§ **WORK ITEM**:
Because the lines must stay identical, write out the data without changing anything.

-- DATA PROVIDED follows --

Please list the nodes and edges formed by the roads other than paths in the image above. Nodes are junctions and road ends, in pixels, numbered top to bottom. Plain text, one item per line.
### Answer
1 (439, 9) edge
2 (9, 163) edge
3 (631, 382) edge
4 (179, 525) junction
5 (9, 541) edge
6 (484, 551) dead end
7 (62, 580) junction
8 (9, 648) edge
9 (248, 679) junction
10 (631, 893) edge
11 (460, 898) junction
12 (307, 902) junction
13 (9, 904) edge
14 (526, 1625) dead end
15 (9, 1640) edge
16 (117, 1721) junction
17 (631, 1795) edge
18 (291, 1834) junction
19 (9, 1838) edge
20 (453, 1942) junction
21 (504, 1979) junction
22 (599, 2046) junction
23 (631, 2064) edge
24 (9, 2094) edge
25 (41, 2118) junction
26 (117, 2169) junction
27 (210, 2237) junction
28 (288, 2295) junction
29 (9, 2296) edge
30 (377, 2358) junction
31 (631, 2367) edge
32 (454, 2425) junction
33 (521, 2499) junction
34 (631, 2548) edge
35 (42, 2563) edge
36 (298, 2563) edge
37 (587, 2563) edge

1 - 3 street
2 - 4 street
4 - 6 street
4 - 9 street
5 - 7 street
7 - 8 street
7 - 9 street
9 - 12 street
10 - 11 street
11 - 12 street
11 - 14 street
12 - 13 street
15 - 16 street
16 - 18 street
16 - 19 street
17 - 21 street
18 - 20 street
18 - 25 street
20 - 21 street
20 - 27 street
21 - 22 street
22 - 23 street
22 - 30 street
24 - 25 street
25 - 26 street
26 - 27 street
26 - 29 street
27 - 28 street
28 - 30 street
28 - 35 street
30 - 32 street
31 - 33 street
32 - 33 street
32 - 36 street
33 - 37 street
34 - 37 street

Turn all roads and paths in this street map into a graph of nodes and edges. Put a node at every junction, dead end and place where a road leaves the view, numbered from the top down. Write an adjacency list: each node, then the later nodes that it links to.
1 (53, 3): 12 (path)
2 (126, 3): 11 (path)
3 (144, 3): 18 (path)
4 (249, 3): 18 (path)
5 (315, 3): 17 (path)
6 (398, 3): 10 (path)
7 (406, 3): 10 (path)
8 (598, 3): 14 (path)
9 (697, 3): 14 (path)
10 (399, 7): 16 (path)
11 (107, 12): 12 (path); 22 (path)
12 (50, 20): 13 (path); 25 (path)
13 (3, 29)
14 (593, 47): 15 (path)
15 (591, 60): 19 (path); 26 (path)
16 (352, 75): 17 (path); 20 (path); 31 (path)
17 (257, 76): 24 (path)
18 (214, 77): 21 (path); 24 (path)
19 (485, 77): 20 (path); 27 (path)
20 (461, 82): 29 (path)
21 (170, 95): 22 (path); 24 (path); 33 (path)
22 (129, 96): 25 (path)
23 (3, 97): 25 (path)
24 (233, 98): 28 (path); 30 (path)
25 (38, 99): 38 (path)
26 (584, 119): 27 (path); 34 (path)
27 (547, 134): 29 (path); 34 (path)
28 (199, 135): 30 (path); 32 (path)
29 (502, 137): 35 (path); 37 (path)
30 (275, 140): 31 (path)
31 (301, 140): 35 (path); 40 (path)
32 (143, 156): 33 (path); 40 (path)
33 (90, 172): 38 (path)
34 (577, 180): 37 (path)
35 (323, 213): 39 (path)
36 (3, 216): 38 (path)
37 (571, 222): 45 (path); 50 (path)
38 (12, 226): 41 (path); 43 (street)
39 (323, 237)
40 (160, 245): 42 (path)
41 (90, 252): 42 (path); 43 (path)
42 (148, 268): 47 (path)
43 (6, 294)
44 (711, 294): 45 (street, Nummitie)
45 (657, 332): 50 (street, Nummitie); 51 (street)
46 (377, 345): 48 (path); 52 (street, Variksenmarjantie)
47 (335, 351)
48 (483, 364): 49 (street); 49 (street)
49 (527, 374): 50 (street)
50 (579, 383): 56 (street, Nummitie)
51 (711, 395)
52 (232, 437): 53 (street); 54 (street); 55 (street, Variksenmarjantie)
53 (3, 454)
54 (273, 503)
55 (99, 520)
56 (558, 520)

-- DATA PROVIDED concluded --

§ **COMPLETED EXERCISE**:
Please list the nodes and edges formed by the roads other than paths in the image above. Nodes are junctions and road ends, in pixels, numbered top to bottom. Plain text, one item per line.
### Answer
1 (439, 9) edge
2 (9, 163) edge
3 (631, 382) edge
4 (179, 525) junction
5 (9, 541) edge
6 (484, 551) dead end
7 (62, 580) junction
8 (9, 648) edge
9 (248, 679) junction
10 (631, 893) edge
11 (460, 898) junction
12 (307, 902) junction
13 (9, 904) edge
14 (526, 1625) dead end
15 (9, 1640) edge
16 (117, 1721) junction
17 (631, 1795) edge
18 (291, 1834) junction
19 (9, 1838) edge
20 (453, 1942) junction
21 (504, 1979) junction
22 (599, 2046) junction
23 (631, 2064) edge
24 (9, 2094) edge
25 (41, 2118) junction
26 (117, 2169) junction
27 (210, 2237) junction
28 (288, 2295) junction
29 (9, 2296) edge
30 (377, 2358) junction
31 (631, 2367) edge
32 (454, 2425) junction
33 (521, 2499) junction
34 (631, 2548) edge
35 (42, 2563) edge
36 (298, 2563) edge
37 (587, 2563) edge

1 - 3 street
2 - 4 street
4 - 6 street
4 - 9 street
5 - 7 street
7 - 8 street
7 - 9 street
9 - 12 street
10 - 11 street
11 - 12 street
11 - 14 street
12 - 13 street
15 - 16 street
16 - 18 street
16 - 19 street
17 - 21 street
18 - 20 street
18 - 25 street
20 - 21 street
20 - 27 street
21 - 22 street
22 - 23 street
22 - 30 street
24 - 25 street
25 - 26 street
26 - 27 street
26 - 29 street
27 - 28 street
28 - 30 street
28 - 35 street
30 - 32 street
31 - 33 street
32 - 33 street
32 - 36 street
33 - 37 street
34 - 37 street

Turn all roads and paths in this street map into a graph of nodes and edges. Put a node at every junction, dead end and place where a road leaves the view, numbered from the top down. Write an adjacency list: each node, then the later nodes that it links to.
1 (53, 3): 12 (path)
2 (126, 3): 11 (path)
3 (144, 3): 18 (path)
4 (249, 3): 18 (path)
5 (315, 3): 17 (path)
6 (398, 3): 10 (path)
7 (406, 3): 10 (path)
8 (598, 3): 14 (path)
9 (697, 3): 14 (path)
10 (399, 7): 16 (path)
11 (107, 12): 12 (path); 22 (path)
12 (50, 20): 13 (path); 25 (path)
13 (3, 29)
14 (593, 47): 15 (path)
15 (591, 60): 19 (path); 26 (path)
16 (352, 75): 17 (path); 20 (path); 31 (path)
17 (257, 76): 24 (path)
18 (214, 77): 21 (path); 24 (path)
19 (485, 77): 20 (path); 27 (path)
20 (461, 82): 29 (path)
21 (170, 95): 22 (path); 24 (path); 33 (path)
22 (129, 96): 25 (path)
23 (3, 97): 25 (path)
24 (233, 98): 28 (path); 30 (path)
25 (38, 99): 38 (path)
26 (584, 119): 27 (path); 34 (path)
27 (547, 134): 29 (path); 34 (path)
28 (199, 135): 30 (path); 32 (path)
29 (502, 137): 35 (path); 37 (path)
30 (275, 140): 31 (path)
31 (301, 140): 35 (path); 40 (path)
32 (143, 156): 33 (path); 40 (path)
33 (90, 172): 38 (path)
34 (577, 180): 37 (path)
35 (323, 213): 39 (path)
36 (3, 216): 38 (path)
37 (571, 222): 45 (path); 50 (path)
38 (12, 226): 41 (path); 43 (street)
39 (323, 237)
40 (160, 245): 42 (path)
41 (90, 252): 42 (path); 43 (path)
42 (148, 268): 47 (path)
43 (6, 294)
44 (711, 294): 45 (street, Nummitie)
45 (657, 332): 50 (street, Nummitie); 51 (street)
46 (377, 345): 48 (path); 52 (street, Variksenmarjantie)
47 (335, 351)
48 (483, 364): 49 (street); 49 (street)
49 (527, 374): 50 (street)
50 (579, 383): 56 (street, Nummitie)
51 (711, 395)
52 (232, 437): 53 (street); 54 (street); 55 (street, Variksenmarjantie)
53 (3, 454)
54 (273, 503)
55 (99, 520)
56 (558, 520)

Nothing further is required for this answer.